Norepinephrine and vasoactive intestinal peptide induce IL-6 secretion by astrocytes: Synergism with IL-1β and TNFα

Abstract

Resident glial cells and invading inflammatory cells are responsible for cytokine production within the brain. Astrocytes are known to secrete a variety of cytokines upon stimulation with cytokines themselves, protein kinase C activators, bacterial or viral constituents. Astrocytes also have surface receptors for a wide number of neurotransmitters and neuropeptides and some of these substances affect astrocyte immune functions, such as major histocompatibility complex (MHC) class II antigen expression. To elucidate the activity of neuromediators on cytokine secretion by glial cells, we studied the secretion of interleukin-6 (IL-6) by cultured rat astrocytes after incubation with various neurotransmitters and neuropeptides. Norepinephrine (NE) and the β-adrenergic agonist isoproterenol (IPT) induced IL-6 secretion in a dose-dependent fashion. NE effect was predominantly mediated by β2-adrenergic receptors with a minor contribution of α1-adrenergic receptors. The induction of IL-6 release by dibutyryl-cAMP indicated that IL-6 secretion secondary to β2-adrenergic receptor activation probably occurs through cAMP signalling pathways.

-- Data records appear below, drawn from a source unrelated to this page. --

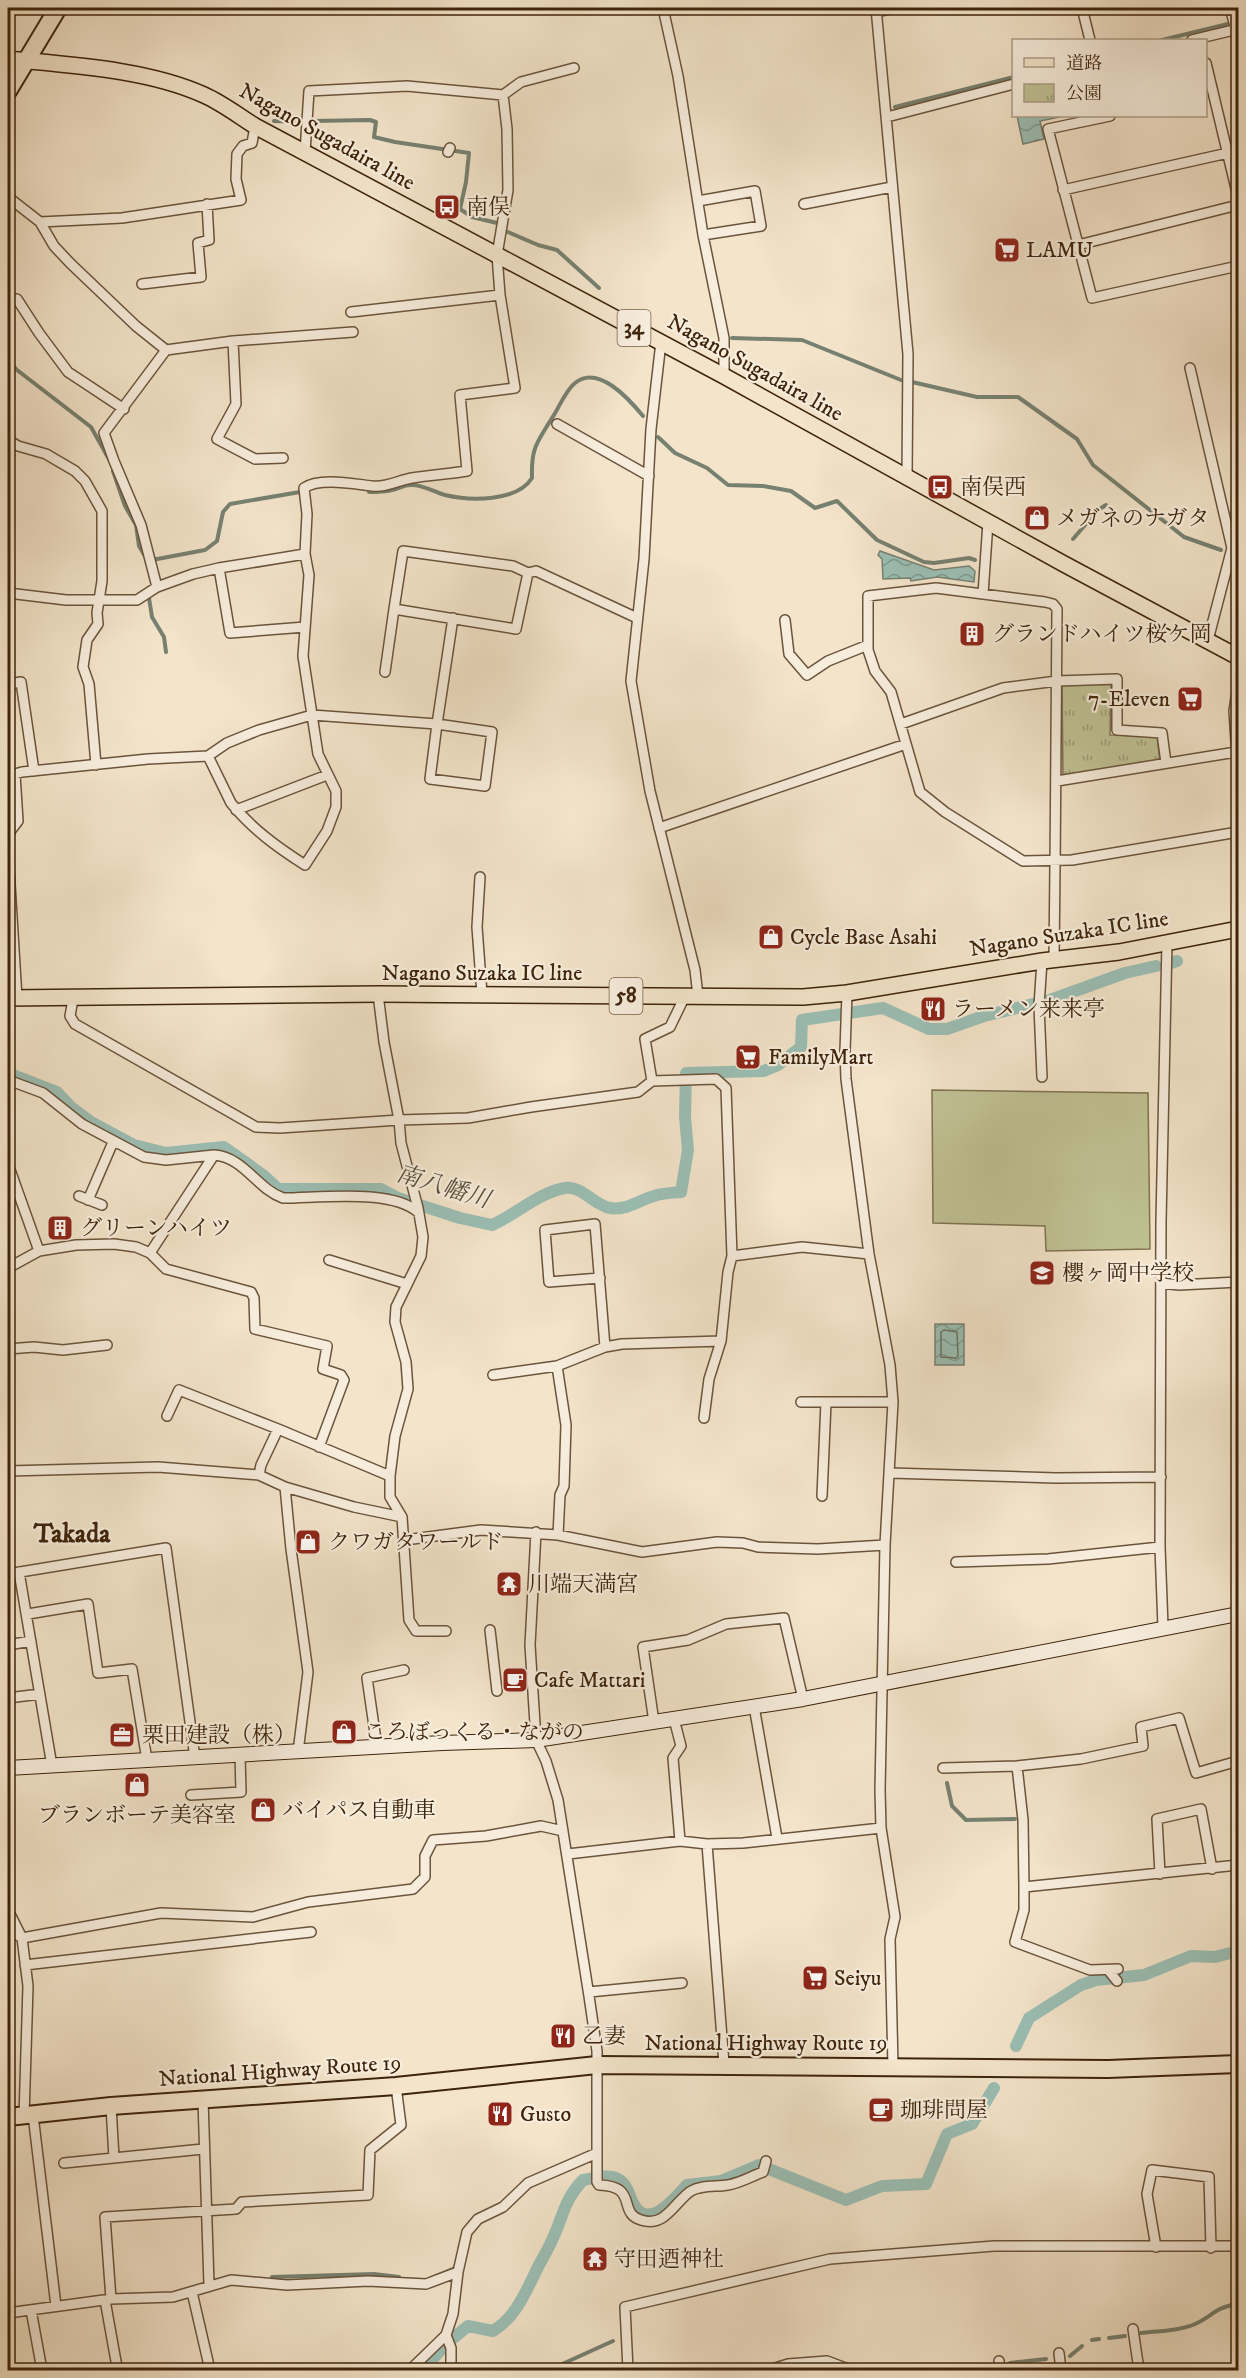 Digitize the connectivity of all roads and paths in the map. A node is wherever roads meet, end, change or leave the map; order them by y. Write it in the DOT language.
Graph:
graph roads {
  1 [pos="58,8"];
  2 [pos="663,8"];
  3 [pos="895,8"];
  4 [pos="1082,8"];
  5 [pos="1230,8"];
  6 [pos="877,10"];
  7 [pos="1238,30"];
  8 [pos="1090,39"];
  9 [pos="1201,39"];
  10 [pos="8,59"];
  11 [pos="26,61"];
  12 [pos="574,68"];
  13 [pos="1207,73"];
  14 [pos="1012,85"];
  15 [pos="8,91"];
  16 [pos="1209,93"];
  17 [pos="503,95"];
  18 [pos="886,117"];
  19 [pos="1104,117"];
  20 [pos="255,126"];
  21 [pos="305,152"];
  22 [pos="1227,153"];
  23 [pos="892,187"];
  24 [pos="1063,190"];
  25 [pos="8,197"];
  26 [pos="1239,197"];
  27 [pos="698,201"];
  28 [pos="207,204"];
  29 [pos="804,204"];
  30 [pos="1239,205"];
  31 [pos="40,222"];
  32 [pos="703,235"];
  33 [pos="1078,245"];
  34 [pos="497,255"];
  35 [pos="1239,266"];
  36 [pos="142,284"];
  37 [pos="500,295"];
  38 [pos="17,299"];
  39 [pos="351,312"];
  40 [pos="353,332"];
  41 [pos="233,341"];
  42 [pos="661,342"];
  43 [pos="166,350"];
  44 [pos="1190,368"];
  45 [pos="724,376"];
  46 [pos="124,409"];
  47 [pos="557,424"];
  48 [pos="8,440"];
  49 [pos="283,458"];
  50 [pos="649,476"];
  51 [pos="907,476"];
  52 [pos="988,522"];
  53 [pos="305,554"];
  54 [pos="219,568"];
  55 [pos="528,573"];
  56 [pos="157,587"];
  57 [pos="8,593"];
  58 [pos="983,594"];
  59 [pos="100,598"];
  60 [pos="394,609"];
  61 [pos="453,618"];
  62 [pos="637,618"];
  63 [pos="785,620"];
  64 [pos="305,627"];
  65 [pos="1208,640"];
  66 [pos="868,645"];
  67 [pos="1239,657"];
  68 [pos="385,672"];
  69 [pos="1057,681"];
  70 [pos="8,684"];
  71 [pos="1239,686"];
  72 [pos="312,715"];
  73 [pos="437,724"];
  74 [pos="901,724"];
  75 [pos="906,744"];
  76 [pos="1236,752"];
  77 [pos="208,756"];
  78 [pos="1166,764"];
  79 [pos="96,765"];
  80 [pos="34,771"];
  81 [pos="1239,772"];
  82 [pos="327,775"];
  83 [pos="1057,781"];
  84 [pos="236,810"];
  85 [pos="659,828"];
  86 [pos="1239,832"];
  87 [pos="8,834"];
  88 [pos="8,851"];
  89 [pos="1055,860"];
  90 [pos="480,877"];
  91 [pos="1239,929"];
  92 [pos="1167,942"];
  93 [pos="1048,961"];
  94 [pos="847,993"];
  95 [pos="378,994"];
  96 [pos="482,994"];
  97 [pos="692,996"];
  98 [pos="12,998"];
  99 [pos="73,999"];
  100 [pos="1042,1077"];
  101 [pos="8,1080"];
  102 [pos="652,1081"];
  103 [pos="399,1119"];
  104 [pos="113,1142"];
  105 [pos="214,1155"];
  106 [pos="8,1164"];
  107 [pos="102,1205"];
  108 [pos="418,1206"];
  109 [pos="39,1251"];
  110 [pos="150,1253"];
  111 [pos="869,1254"];
  112 [pos="732,1256"];
  113 [pos="329,1260"];
  114 [pos="8,1268"];
  115 [pos="600,1278"];
  116 [pos="1239,1282"];
  117 [pos="1161,1283"];
  118 [pos="406,1284"];
  119 [pos="721,1341"];
  120 [pos="106,1345"];
  121 [pos="604,1347"];
  122 [pos="8,1349"];
  123 [pos="557,1366"];
  124 [pos="493,1375"];
  125 [pos="801,1402"];
  126 [pos="826,1402"];
  127 [pos="893,1402"];
  128 [pos="167,1416"];
  129 [pos="705,1418"];
  130 [pos="278,1429"];
  131 [pos="318,1447"];
  132 [pos="8,1471"];
  133 [pos="890,1473"];
  134 [pos="259,1475"];
  135 [pos="390,1476"];
  136 [pos="1161,1477"];
  137 [pos="285,1487"];
  138 [pos="822,1496"];
  139 [pos="402,1517"];
  140 [pos="537,1532"];
  141 [pos="558,1535"];
  142 [pos="405,1540"];
  143 [pos="885,1545"];
  144 [pos="1160,1547"];
  145 [pos="956,1562"];
  146 [pos="19,1572"];
  147 [pos="8,1574"];
  148 [pos="28,1614"];
  149 [pos="1238,1617"];
  150 [pos="1163,1627"];
  151 [pos="490,1630"];
  152 [pos="446,1631"];
  153 [pos="31,1641"];
  154 [pos="8,1645"];
  155 [pos="404,1670"];
  156 [pos="882,1684"];
  157 [pos="497,1691"];
  158 [pos="40,1694"];
  159 [pos="8,1698"];
  160 [pos="803,1699"];
  161 [pos="754,1706"];
  162 [pos="674,1719"];
  163 [pos="654,1722"];
  164 [pos="536,1740"];
  165 [pos="377,1747"];
  166 [pos="298,1752"];
  167 [pos="240,1755"];
  168 [pos="195,1758"];
  169 [pos="147,1760"];
  170 [pos="1239,1761"];
  171 [pos="52,1766"];
  172 [pos="1017,1766"];
  173 [pos="8,1768"];
  174 [pos="943,1768"];
  175 [pos="191,1795"];
  176 [pos="881,1828"];
  177 [pos="563,1831"];
  178 [pos="777,1838"];
  179 [pos="680,1841"];
  180 [pos="707,1844"];
  181 [pos="568,1854"];
  182 [pos="1239,1865"];
  183 [pos="1212,1869"];
  184 [pos="1160,1874"];
  185 [pos="1024,1887"];
  186 [pos="8,1910"];
  187 [pos="311,1932"];
  188 [pos="8,1934"];
  189 [pos="22,1938"];
  190 [pos="25,1965"];
  191 [pos="1114,1974"];
  192 [pos="682,1983"];
  193 [pos="589,1992"];
  194 [pos="724,2064"];
  195 [pos="1239,2064"];
  196 [pos="597,2065"];
  197 [pos="893,2066"];
  198 [pos="396,2086"];
  199 [pos="203,2100"];
  200 [pos="111,2106"];
  201 [pos="21,2116"];
  202 [pos="204,2149"];
  203 [pos="597,2153"];
  204 [pos="114,2158"];
  205 [pos="766,2161"];
  206 [pos="64,2163"];
  207 [pos="206,2211"];
  208 [pos="1239,2246"];
  209 [pos="1156,2247"];
  210 [pos="1211,2247"];
  211 [pos="458,2272"];
  212 [pos="209,2285"];
  213 [pos="192,2292"];
  214 [pos="108,2300"];
  215 [pos="57,2306"];
  216 [pos="31,2310"];
  217 [pos="8,2313"];
  218 [pos="1133,2329"];
  219 [pos="446,2335"];
  220 [pos="1059,2353"];
  221 [pos="117,2367"];
  222 [pos="42,2370"];
  223 [pos="210,2370"];
  224 [pos="410,2370"];
  225 [pos="451,2370"];
  226 [pos="628,2370"];
  227 [pos="768,2370"];
  228 [pos="851,2370"];
  229 [pos="1061,2370"];
  230 [pos="1139,2370"];
  1 -- 11 [label="highway"];
  2 -- 27 [label="street"];
  3 -- 6 [label="street"];
  4 -- 8 [label="street"];
  5 -- 7 [label="street"];
  6 -- 18 [label="street"];
  7 -- 9 [label="street"];
  10 -- 11 [label="main road, Nagano Sugadaira line / 34"];
  11 -- 15 [label="highway"];
  11 -- 20 [label="main road, Nagano Sugadaira line / 34"];
  12 -- 17 [label="street"];
  13 -- 16 [label="street"];
  14 -- 18 [label="street"];
  16 -- 22 [label="street"];
  17 -- 21 [label="street"];
  17 -- 34 [label="street"];
  18 -- 23 [label="street"];
  19 -- 24 [label="street"];
  20 -- 21 [label="main road, Nagano Sugadaira line / 34"];
  20 -- 28 [label="street"];
  21 -- 34 [label="main road, Nagano Sugadaira line / 34"];
  22 -- 24 [label="street"];
  22 -- 26 [label="street"];
  23 -- 29 [label="street"];
  23 -- 51 [label="street"];
  24 -- 33 [label="street"];
  25 -- 31 [label="street"];
  27 -- 32 [label="street"];
  27 -- 32 [label="street"];
  28 -- 31 [label="street"];
  28 -- 36 [label="street"];
  30 -- 33 [label="street"];
  31 -- 43 [label="street"];
  32 -- 45 [label="street"];
  33 -- 35 [label="street"];
  34 -- 37 [label="street"];
  34 -- 42 [label="main road, Nagano Sugadaira line / 34"];
  37 -- 39 [label="street"];
  37 -- 53 [label="street"];
  38 -- 46 [label="street"];
  40 -- 41 [label="street"];
  41 -- 43 [label="street"];
  41 -- 49 [label="street"];
  42 -- 45 [label="main road, Nagano Sugadaira line / 34"];
  42 -- 50 [label="street"];
  43 -- 46 [label="street"];
  44 -- 65 [label="street"];
  45 -- 51 [label="main road, Nagano Sugadaira line / 34"];
  46 -- 56 [label="street"];
  47 -- 50 [label="street"];
  48 -- 59 [label="street"];
  50 -- 62 [label="street"];
  51 -- 52 [label="main road, Nagano Sugadaira line / 34"];
  52 -- 58 [label="street"];
  52 -- 65 [label="main road, Nagano Sugadaira line / 34"];
  53 -- 54 [label="street"];
  53 -- 64 [label="street"];
  54 -- 56 [label="street"];
  54 -- 64 [label="street"];
  55 -- 60 [label="street"];
  55 -- 61 [label="street"];
  55 -- 62 [label="street"];
  56 -- 59 [label="street"];
  57 -- 59 [label="street"];
  58 -- 66 [label="street"];
  58 -- 69 [label="street"];
  59 -- 79 [label="street"];
  60 -- 61 [label="street"];
  60 -- 68 [label="street"];
  61 -- 73 [label="street"];
  62 -- 85 [label="street"];
  63 -- 66 [label="street"];
  64 -- 72 [label="street"];
  65 -- 67 [label="main road, Nagano Sugadaira line / 34"];
  66 -- 74 [label="street"];
  69 -- 74 [label="street"];
  69 -- 78 [label="street"];
  69 -- 83 [label="street"];
  70 -- 80 [label="street"];
  71 -- 76 [label="street"];
  72 -- 73 [label="street"];
  72 -- 77 [label="street"];
  72 -- 82 [label="street"];
  73 -- 73 [label="street"];
  74 -- 75 [label="street"];
  75 -- 85 [label="street"];
  75 -- 89 [label="street"];
  76 -- 78 [label="street"];
  76 -- 81 [label="street"];
  77 -- 79 [label="street"];
  77 -- 84 [label="street"];
  78 -- 83 [label="street"];
  79 -- 80 [label="street"];
  80 -- 87 [label="street"];
  82 -- 84 [label="street"];
  82 -- 84 [label="street"];
  83 -- 89 [label="street"];
  85 -- 97 [label="street"];
  86 -- 89 [label="street"];
  88 -- 98 [label="street"];
  89 -- 93 [label="street"];
  90 -- 96 [label="street"];
  91 -- 92 [label="main road, Nagano Suzaka IC line / 58"];
  92 -- 93 [label="main road, Nagano Suzaka IC line / 58"];
  92 -- 117 [label="street"];
  93 -- 94 [label="main road, Nagano Suzaka IC line / 58"];
  93 -- 100 [label="street"];
  94 -- 97 [label="main road, Nagano Suzaka IC line / 58"];
  94 -- 111 [label="street"];
  95 -- 96 [label="main road, Nagano Suzaka IC line / 58"];
  95 -- 99 [label="main road, Nagano Suzaka IC line / 58"];
  95 -- 103 [label="street"];
  96 -- 97 [label="main road, Nagano Suzaka IC line / 58"];
  97 -- 102 [label="street"];
  98 -- 99 [label="main road, Nagano Suzaka IC line / 58"];
  99 -- 103 [label="street"];
  101 -- 104 [label="street"];
  102 -- 103 [label="street"];
  102 -- 112 [label="street"];
  103 -- 108 [label="street"];
  104 -- 105 [label="street"];
  104 -- 107 [label="street"];
  105 -- 108 [label="street"];
  105 -- 110 [label="street"];
  106 -- 109 [label="street"];
  108 -- 118 [label="street"];
  109 -- 110 [label="street"];
  109 -- 114 [label="street"];
  110 -- 131 [label="street"];
  111 -- 112 [label="street"];
  111 -- 127 [label="street"];
  112 -- 119 [label="street"];
  113 -- 118 [label="street"];
  115 -- 115 [label="street"];
  115 -- 121 [label="street"];
  116 -- 117 [label="street"];
  117 -- 136 [label="street"];
  118 -- 135 [label="street"];
  119 -- 121 [label="street"];
  119 -- 129 [label="street"];
  120 -- 122 [label="street"];
  121 -- 123 [label="street"];
  123 -- 124 [label="street"];
  123 -- 141 [label="street"];
  125 -- 126 [label="street"];
  126 -- 127 [label="street"];
  126 -- 138 [label="street"];
  127 -- 133 [label="street"];
  128 -- 130 [label="street"];
  130 -- 131 [label="street"];
  130 -- 134 [label="street"];
  131 -- 135 [label="street"];
  132 -- 134 [label="street"];
  133 -- 136 [label="street"];
  133 -- 143 [label="street"];
  134 -- 137 [label="street"];
  135 -- 139 [label="street"];
  136 -- 144 [label="street"];
  137 -- 139 [label="street"];
  137 -- 166 [label="street"];
  139 -- 142 [label="street"];
  140 -- 141 [label="street"];
  140 -- 142 [label="street"];
  140 -- 164 [label="street"];
  141 -- 143 [label="street"];
  142 -- 152 [label="street"];
  143 -- 156 [label="street"];
  144 -- 145 [label="street"];
  144 -- 150 [label="street"];
  146 -- 147 [label="street"];
  146 -- 148 [label="street"];
  146 -- 168 [label="street"];
  148 -- 153 [label="street"];
  148 -- 169 [label="street"];
  149 -- 150 [label="street"];
  150 -- 156 [label="street"];
  151 -- 157 [label="street"];
  153 -- 154 [label="street"];
  153 -- 158 [label="street"];
  155 -- 165 [label="street"];
  156 -- 160 [label="street"];
  156 -- 176 [label="street"];
  158 -- 159 [label="street"];
  158 -- 171 [label="street"];
  160 -- 161 [label="street"];
  160 -- 163 [label="street"];
  161 -- 162 [label="street"];
  161 -- 178 [label="street"];
  162 -- 163 [label="street"];
  162 -- 179 [label="street"];
  163 -- 164 [label="street"];
  164 -- 165 [label="street"];
  164 -- 177 [label="street"];
  165 -- 166 [label="street"];
  166 -- 167 [label="street"];
  167 -- 168 [label="street"];
  167 -- 175 [label="street"];
  168 -- 169 [label="street"];
  169 -- 171 [label="street"];
  170 -- 172 [label="street"];
  171 -- 173 [label="street"];
  172 -- 174 [label="street"];
  172 -- 185 [label="street"];
  176 -- 178 [label="street"];
  176 -- 197 [label="street"];
  177 -- 181 [label="street"];
  177 -- 189 [label="street"];
  178 -- 180 [label="street"];
  179 -- 180 [label="street"];
  179 -- 181 [label="street"];
  180 -- 194 [label="street"];
  181 -- 193 [label="street"];
  182 -- 183 [label="street"];
  183 -- 184 [label="street"];
  183 -- 184 [label="street"];
  184 -- 185 [label="street"];
  185 -- 191 [label="street"];
  186 -- 189 [label="street"];
  187 -- 190 [label="street"];
  188 -- 189 [label="street"];
  189 -- 190 [label="street"];
  190 -- 201 [label="street"];
  192 -- 193 [label="street"];
  193 -- 196 [label="street"];
  194 -- 196 [label="highway, National Highway Route 19"];
  194 -- 197 [label="highway, National Highway Route 19"];
  195 -- 197 [label="highway, National Highway Route 19"];
  196 -- 198 [label="highway, National Highway Route 19"];
  196 -- 203 [label="street"];
  198 -- 199 [label="highway, National Highway Route 19"];
  198 -- 207 [label="street"];
  199 -- 200 [label="highway, National Highway Route 19"];
  199 -- 202 [label="street"];
  200 -- 201 [label="highway, National Highway Route 19"];
  200 -- 204 [label="street"];
  201 -- 215 [label="street"];
  202 -- 204 [label="street"];
  202 -- 207 [label="street"];
  203 -- 205 [label="street"];
  203 -- 211 [label="street"];
  204 -- 206 [label="street"];
  207 -- 212 [label="street"];
  207 -- 214 [label="street"];
  208 -- 210 [label="street"];
  209 -- 210 [label="street"];
  209 -- 210 [label="street"];
  209 -- 226 [label="street"];
  211 -- 212 [label="street"];
  211 -- 219 [label="street"];
  212 -- 213 [label="street"];
  213 -- 214 [label="street"];
  213 -- 223 [label="street"];
  214 -- 215 [label="street"];
  214 -- 221 [label="street"];
  215 -- 216 [label="street"];
  216 -- 217 [label="street"];
  216 -- 222 [label="street"];
  218 -- 230 [label="street"];
  219 -- 224 [label="street"];
  219 -- 225 [label="street"];
  220 -- 229 [label="street"];
  227 -- 228 [label="street"];
}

Vasoactive intestinal peptide (VIP) was the sole neuropeptide able to induce IL-6 secretion. NE and VIP promoted IL-6 mRNA synthesis and both substances synergized with interleukin-1β (IL-1β) and tumor necrosis factor α (TNFα) in inducing IL-6 release. Our findings provide further evidence that neurons modulate astrocyte cytokine production and thereby regulate central nervous system immune functions.